Word for word, please restate each record and pass over the pictures.

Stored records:
* * * *
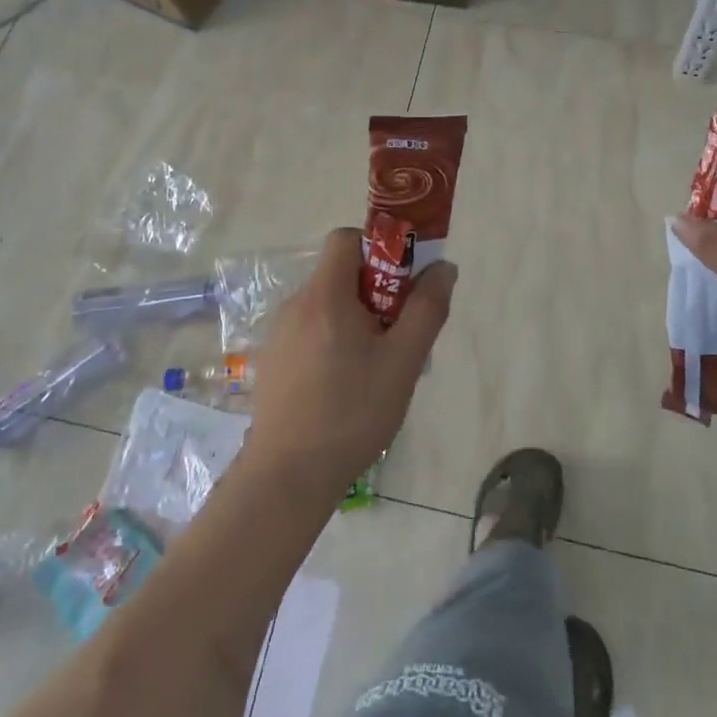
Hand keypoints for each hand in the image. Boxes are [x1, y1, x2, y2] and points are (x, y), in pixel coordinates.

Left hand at [240, 228, 455, 501]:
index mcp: (325, 295)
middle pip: (340, 274)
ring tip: (376, 368)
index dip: (378, 248)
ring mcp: (280, 335)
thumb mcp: (403, 361)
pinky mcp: (274, 362)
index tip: (401, 283)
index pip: (346, 238)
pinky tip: (347, 387)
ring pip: (328, 306)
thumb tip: (443, 267)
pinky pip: (312, 332)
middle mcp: (296, 305)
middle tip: (397, 334)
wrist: (287, 478)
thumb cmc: (352, 413)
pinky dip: (334, 341)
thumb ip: (427, 309)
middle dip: (375, 291)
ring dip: (357, 320)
* * * *
TASK OUTPUT →
Hand keypoints for each hand in the image. Boxes are [x1, y1, x2, y2] and points are (x, y), in pixel coordinates.

Left hand at [240, 228, 455, 501]:
index mcp: (325, 295)
middle pip: (340, 274)
ring tip: (376, 368)
index dip: (378, 248)
ring mcp: (280, 335)
thumb mcp: (403, 361)
pinky mcp: (274, 362)
index tip: (401, 283)
index pip: (346, 238)
pinky tip: (347, 387)
ring pip: (328, 306)
thumb tip: (443, 267)
pinky pip: (312, 332)
middle mcp: (296, 305)
middle tip: (397, 334)
wrist: (287, 478)
thumb cmc: (352, 413)
pinky dip: (334, 341)
thumb ip: (427, 309)
middle dip: (375, 291)
ring dip: (357, 320)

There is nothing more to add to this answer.